Khoa Nguyen

Posted on May 19

I replaced a $200/month audio processing server with 40 lines of browser JavaScript

#webdev #javascript #audio #performance

Last year I was paying $200/month for an EC2 instance that did one thing: accept audio file uploads, run FFmpeg, and return the converted file. FLAC to MP3. WAV to OGG. Bitrate changes. Speed adjustments.

The server handled maybe 2,000 conversions per day. Most files were under 20 MB. The actual FFmpeg processing took 2-4 seconds per file. The upload and download took longer than the conversion itself.

I replaced the entire thing with client-side JavaScript. Here's how, and where the approach breaks down.

The Web Audio API is more capable than you think

Most developers know the Web Audio API as "the thing that plays sounds in games." It's actually a full audio processing pipeline with decode, transform, and encode capabilities.

The key insight: if the browser can play a format, it can decode it. And if it can decode it, you can re-encode it into any format the browser supports for encoding.

async function convertAudio(file, targetFormat = 'audio/mp3', bitrate = 192000) {
  const audioContext = new OfflineAudioContext(2, 1, 44100);
  const arrayBuffer = await file.arrayBuffer();
  const audioBuffer = await audioContext.decodeAudioData(arrayBuffer);

  // Now audioBuffer contains raw PCM samples
  // We can re-encode to any supported format
  const encoded = await encodeAudio(audioBuffer, targetFormat, bitrate);
  return new Blob([encoded], { type: targetFormat });
}

decodeAudioData handles FLAC, WAV, OGG, MP3, AAC, and WebM audio in all modern browsers. You get back raw PCM samples regardless of the input format. From there, encoding is a separate step.

Encoding with AudioEncoder (WebCodecs API)

The WebCodecs API landed in Chrome 94 and is now available in all Chromium-based browsers and Firefox.

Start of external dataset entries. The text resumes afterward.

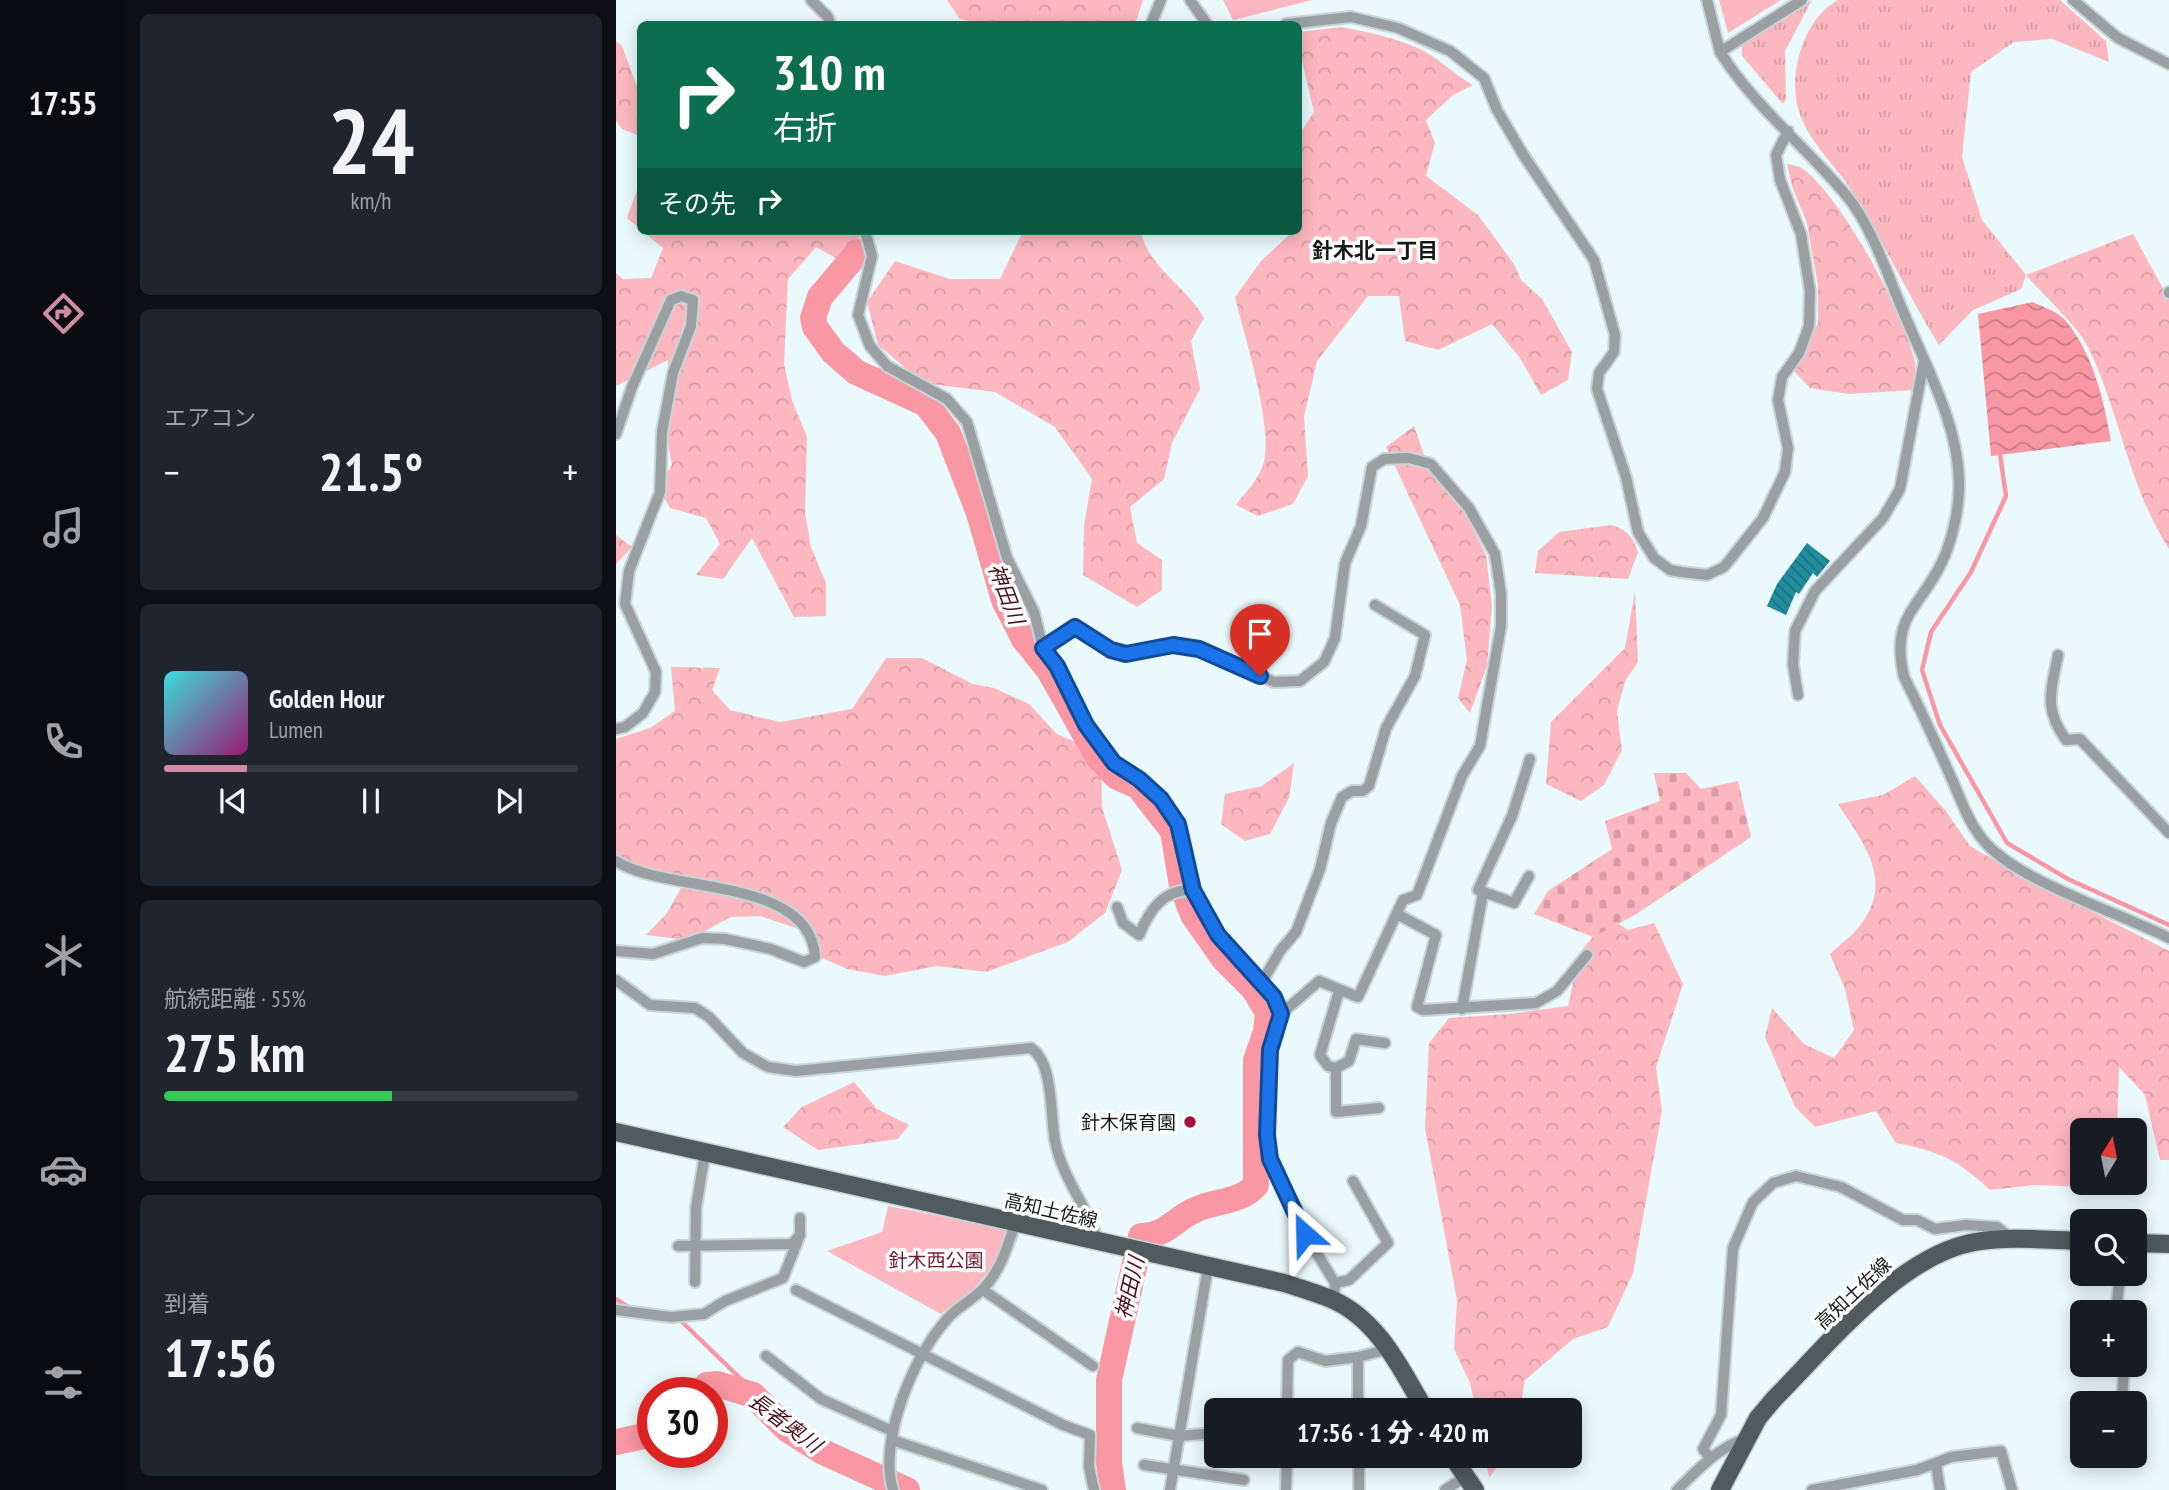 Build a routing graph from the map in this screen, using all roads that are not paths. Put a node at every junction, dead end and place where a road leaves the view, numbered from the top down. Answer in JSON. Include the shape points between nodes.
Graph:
{"nodes":[{"id":1,"x":811,"y":0,"type":"edge"},
{"id":2,"x":1161,"y":0,"type":"edge"},
{"id":3,"x":1189,"y":0,"type":"edge"},
{"id":4,"x":1707,"y":0,"type":"edge"},
{"id":5,"x":1802,"y":0,"type":"edge"},
{"id":6,"x":2073,"y":0,"type":"edge"},
{"id":7,"x":829,"y":21,"type":"edge"},
{"id":8,"x":1152,"y":21,"type":"edge"},
{"id":9,"x":1205,"y":21,"type":"edge"},
{"id":10,"x":1302,"y":22,"type":"edge"},
{"id":11,"x":1720,"y":52,"type":"junction"},
{"id":12,"x":2169,"y":64,"type":"edge"},
{"id":13,"x":1788,"y":131,"type":"junction"},
{"id":14,"x":867,"y":235,"type":"edge"},
{"id":15,"x":1924,"y":361,"type":"junction"},
{"id":16,"x":616,"y":434,"type":"edge"},
{"id":17,"x":1374,"y":605,"type":"dead end"},
{"id":18,"x":1043,"y":648,"type":"junction"},
{"id":19,"x":2058,"y":655,"type":"dead end"},
{"id":20,"x":1798,"y":695,"type":"dead end"},
{"id":21,"x":616,"y":729,"type":"edge"},
{"id":22,"x":1530,"y":759,"type":"dead end"},
{"id":23,"x":2169,"y":833,"type":"edge"},
{"id":24,"x":616,"y":861,"type":"edge"},
{"id":25,"x":1529,"y":876,"type":"dead end"},
{"id":26,"x":1193,"y":890,"type":"junction"},
{"id":27,"x":1483,"y":893,"type":"junction"},
{"id":28,"x":1117,"y":907,"type":"dead end"},
{"id":29,"x":1397,"y":914,"type":"junction"},
{"id":30,"x":2169,"y":938,"type":"edge"},
{"id":31,"x":616,"y":951,"type":"edge"},
{"id":32,"x":1587,"y":956,"type":"dead end"},
{"id":33,"x":616,"y":980,"type":"edge"},
{"id":34,"x":1262,"y":982,"type":"junction"},
{"id":35,"x":1339,"y":990,"type":"junction"},
{"id":36,"x":1461,"y":1009,"type":"junction"},
{"id":37,"x":1281,"y":1014,"type":"junction"},
{"id":38,"x":1385,"y":1043,"type":"dead end"},
{"id":39,"x":1336,"y":1068,"type":"junction"},
{"id":40,"x":1379,"y":1108,"type":"dead end"},
{"id":41,"x":616,"y":1132,"type":"edge"},
{"id":42,"x":705,"y":1153,"type":"junction"},
{"id":43,"x":1353,"y":1181,"type":"dead end"},
{"id":44,"x":800,"y":1218,"type":"dead end"},
{"id":45,"x":1015,"y":1224,"type":"junction"},
{"id":46,"x":800,"y":1235,"type":"junction"},
{"id":47,"x":2012,"y":1239,"type":"junction"},
{"id":48,"x":2070,"y":1241,"type":"edge"},
{"id":49,"x":1098,"y":1242,"type":"junction"},
{"id":50,"x":2147,"y":1243,"type":"edge"},
{"id":51,"x":2169,"y":1244,"type":"edge"},
{"id":52,"x":678,"y":1246,"type":"dead end"},
{"id":53,"x":696,"y":1246,"type":"junction"},
{"id":54,"x":1208,"y":1266,"type":"junction"},
{"id":55,"x":695,"y":1282,"type":"dead end"},
{"id":56,"x":796,"y":1290,"type":"dead end"},
{"id":57,"x":983,"y":1290,"type":"junction"},
{"id":58,"x":1334,"y":1291,"type":"junction"},
{"id":59,"x":616,"y":1310,"type":"edge"},
{"id":60,"x":1389,"y":1349,"type":"junction"},
{"id":61,"x":924,"y":1355,"type":"junction"},
{"id":62,"x":766,"y":1356,"type":"dead end"},
{"id":63,"x":1358,"y":1357,"type":"junction"},
{"id":64,"x":1093,"y":1366,"type":"dead end"},
{"id":65,"x":1287,"y":1398,"type":"edge"},
{"id":66,"x":1358,"y":1398,"type":"edge"},
{"id":67,"x":1418,"y":1398,"type":"edge"},
{"id":68,"x":1137,"y":1428,"type":"dead end"},
{"id":69,"x":1204,"y":1434,"type":"edge"},
{"id":70,"x":892,"y":1435,"type":"junction"},
{"id":71,"x":1179,"y":1436,"type":"junction"},
{"id":72,"x":1747,"y":1438,"type":"junction"},
{"id":73,"x":1710,"y":1458,"type":"junction"},
{"id":74,"x":1936,"y":1464,"type":"junction"},
{"id":75,"x":1144,"y":1465,"type":"dead end"},
{"id":76,"x":1287,"y":1468,"type":"edge"},
{"id":77,"x":1359,"y":1468,"type":"edge"},
{"id":78,"x":1460,"y":1468,"type":"edge"},
{"id":79,"x":1173,"y":1470,"type":"junction"},
{"id":80,"x":1244,"y":1480,"type":"dead end"},
{"id":81,"x":1470,"y":1484,"type":"edge"},
{"id":82,"x":892,"y":1485,"type":"edge"},
{"id":83,"x":1042,"y":1490,"type":"edge"},
{"id":84,"x":1094,"y":1490,"type":"edge"},
{"id":85,"x":1170,"y":1490,"type":"edge"},
{"id":86,"x":1286,"y":1490,"type":"edge"},
{"id":87,"x":1359,"y":1490,"type":"edge"},
{"id":88,"x":1445,"y":1490,"type":"edge"},
{"id":89,"x":1677,"y":1490,"type":"edge"},
{"id":90,"x":1720,"y":1490,"type":"edge"},
{"id":91,"x":1812,"y":1490,"type":"edge"},
{"id":92,"x":1940,"y":1490,"type":"edge"},
{"id":93,"x":2012,"y":1490,"type":"edge"}],
"edges":[{"from":1,"to":7,"type":"street"},
{"from":2,"to":8,"type":"street"},
{"from":3,"to":9,"type":"street"},
{"from":4,"to":11,"type":"street"},
{"from":5,"to":11,"type":"street"},
{"from":6,"to":12,"type":"street","via":[[2118,38]]},
{"from":10,"to":13,"type":"street","via":[[1351,17],[1398,29],[1450,51],[1484,78],[1524,156],[1594,260],[1615,335],[1614,352],[1600,373],[1597,389],[1626,477],[1638,532],[1654,558],[1670,570],[1707,575],[1724,568],[1763,518],[1785,472],[1788,448],[1778,400],[1782,377],[1809,327],[1810,291],[1801,234],[1780,180],[1776,155]]},
{"from":11,"to":13,"type":"street","via":[[1738,81]]},
{"from":13,"to":15,"type":"street","via":[[1847,197],[1879,253]]},
{"from":14,"to":18,"type":"street","via":[[872,256],[858,315],[870,346],[887,366],[947,399],[967,422],[1007,558],[1034,612]]},
{"from":15,"to":20,"type":"street","via":[[1900,489],[1884,518],[1815,591],[1795,631],[1793,664]]},
{"from":15,"to":30,"type":"street","via":[[1946,415],[1959,489],[1942,562],[1901,628],[1904,677],[1984,842],[2052,886]]},
{"from":16,"to":21,"type":"street","via":[[671,300],[681,296],[693,300],[691,326],[674,373],[662,432],[660,492],[629,571],[625,604],[656,672],[655,692],[643,713]]},
{"from":17,"to":34,"type":"street","via":[[1425,635],[1415,676],[1386,728],[1369,786],[1342,797],[1296,933]]},
{"from":18,"to":26,"type":"street","via":[[1086,725],[1114,763],[1161,799],[1178,824]]},
{"from":18,"to":29,"type":"street","via":[[1075,627],[1126,654],[1173,645],[1199,649],[1275,682],[1300,681],[1324,662],[1335,638],[1345,563],[1361,526],[1372,467],[1384,459],[1409,458],[1431,464],[1469,508],[1494,554],[1501,626],[1480,746],[1462,776],[1417,895],[1404,900]]},
{"from":19,"to":23,"type":"street","via":[[2049,703],[2054,723],[2066,740],[2080,739]]},
{"from":22,"to":27,"type":"street","via":[[1512,816],[1483,873],[1478,890]]},
{"from":24,"to":31,"type":"street","via":[[634,871],[737,892],[776,905],[814,939],[815,957],[804,962],[771,949],[702,938],[653,954]]},
{"from":25,"to":27,"type":"street","via":[[1514,904]]},
{"from":26,"to":28,"type":"street","via":[[1163,899],[1150,909],[1139,935],[1123,923]]},
{"from":26,"to":34,"type":"street","via":[[1218,935]]},
{"from":27,"to":36,"type":"street"},
{"from":29,"to":35,"type":"street","via":[[1358,997]]},
{"from":29,"to":36,"type":"street","via":[[1436,935],[1417,1006],[1423,1010]]},
{"from":32,"to":36,"type":"street","via":[[1557,991],[1536,1003]]},
{"from":33,"to":49,"type":"street","via":[[650,1005],[695,1008],[743,1053],[796,1071],[1031,1048],[1038,1053],[1045,1072],[1061,1163],[1092,1220]]},
{"from":34,"to":37,"type":"street"},
{"from":35,"to":37,"type":"street","via":[[1318,981]]},
{"from":35,"to":39,"type":"street","via":[[1320,1055]]},
{"from":37,"to":58,"type":"street","via":[[1267,1078],[1270,1159]]},
{"from":38,"to":39,"type":"street","via":[[1356,1039],[1349,1060]]},
{"from":39,"to":40,"type":"street","via":[[1336,1112]]},
{"from":41,"to":42,"type":"main road","name":"高知土佐線"},
{"from":42,"to":45,"type":"main road","name":"高知土佐線"},
{"from":42,"to":53,"type":"street","via":[[696,1208]]},
{"from":43,"to":58,"type":"street","via":[[1388,1243]]},
{"from":44,"to":46,"type":"street"},
{"from":45,"to":49,"type":"main road","name":"高知土佐線"},
{"from":45,"to":57,"type":"street","via":[[1003,1262]]},
{"from":46,"to":53,"type":"street","via":[[792,1244]]},
{"from":46,"to":59,"type":"street","via":[[783,1278],[704,1314]]},
{"from":47,"to":48,"type":"main road","name":"高知土佐線"},
{"from":47,"to":72,"type":"main road","name":"高知土佐線","via":[[1944,1250],[1894,1281],[1774,1399]]},
{"from":47,"to":73,"type":"street","via":[[1997,1227],[1934,1229],[1917,1220],[1903,1220],[1841,1187],[1807,1179],[1773,1183],[1753,1202],[1733,1248],[1721,1415],[1703,1449]]},
{"from":49,"to":54,"type":"main road","name":"高知土佐線"},
{"from":50,"to":51,"type":"main road"},
{"from":52,"to":53,"type":"street"},
{"from":53,"to":55,"type":"street"},
{"from":54,"to":58,"type":"main road","name":"高知土佐線"},
{"from":54,"to":71,"type":"street"},
{"from":56,"to":61,"type":"street"},
{"from":57,"to":61,"type":"street","via":[[948,1317]]},
{"from":57,"to":64,"type":"street"},
{"from":58,"to":60,"type":"main road","name":"高知土佐線"},
{"from":60,"to":63,"type":"street"},
{"from":60,"to":67,"type":"main road","name":"高知土佐線"},
{"from":61,"to":70,"type":"street","via":[[901,1399]]},
{"from":61,"to":84,"type":"street","via":[[1090,1435]]},
{"from":62,"to":70,"type":"street","via":[[821,1399]]},
{"from":63,"to":65,"type":"street","via":[[1325,1361],[1298,1352],[1288,1360]]},
{"from":63,"to":66,"type":"street"},
{"from":68,"to":71,"type":"street"},
{"from":69,"to":71,"type":"street"},
{"from":70,"to":82,"type":"street"},
{"from":70,"to":83,"type":"street"},
{"from":71,"to":79,"type":"street"},
{"from":72,"to":73,"type":"street"},
{"from":72,"to":90,"type":"main road","name":"高知土佐線"},
{"from":73,"to":89,"type":"street"},
{"from":74,"to":91,"type":"street"},
{"from":74,"to":92,"type":"street"},
{"from":74,"to":93,"type":"street","via":[[1951,1457],[2001,1451]]},
{"from":75,"to":79,"type":"street"},
{"from":76,"to":86,"type":"street"},
{"from":77,"to":87,"type":"street"},
{"from":78,"to":81,"type":"main road"},
{"from":79,"to":80,"type":"street"},
{"from":79,"to":85,"type":"street"},
{"from":81,"to":88,"type":"street"}]}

It gives you direct access to hardware-accelerated audio encoders.

async function encodeToMp3(audioBuffer, bitrate = 192000) {
  const numberOfChannels = audioBuffer.numberOfChannels;
  const sampleRate = audioBuffer.sampleRate;
  const frames = [];

  const encoder = new AudioEncoder({
    output: (chunk) => {
      const buffer = new ArrayBuffer(chunk.byteLength);
      chunk.copyTo(buffer);
      frames.push(buffer);
    },
    error: (e) => console.error('Encode error:', e),
  });

  encoder.configure({
    codec: 'mp3',
    numberOfChannels,
    sampleRate,
    bitrate,
  });

  // Feed PCM data in chunks
  const chunkSize = 1152; // MP3 frame size
  const totalSamples = audioBuffer.length;

  for (let offset = 0; offset < totalSamples; offset += chunkSize) {
    const frameCount = Math.min(chunkSize, totalSamples - offset);
    const data = new Float32Array(frameCount * numberOfChannels);

    for (let ch = 0; ch < numberOfChannels; ch++) {
      const channelData = audioBuffer.getChannelData(ch);
      for (let i = 0; i < frameCount; i++) {
        data[i * numberOfChannels + ch] = channelData[offset + i];
      }
    }

    const audioData = new AudioData({
      format: 'f32-planar',
      sampleRate,
      numberOfFrames: frameCount,
      numberOfChannels,
      timestamp: (offset / sampleRate) * 1_000_000,
      data,
    });

    encoder.encode(audioData);
    audioData.close();
  }

  await encoder.flush();
  encoder.close();

  return concatenateBuffers(frames);
}

This runs at near-native speed because it uses the platform's hardware encoder. On my M2 MacBook, a 5-minute FLAC file (50 MB) converts to 192kbps MP3 in about 1.8 seconds. The same file took 2.1 seconds on the EC2 instance, plus 8 seconds of upload time.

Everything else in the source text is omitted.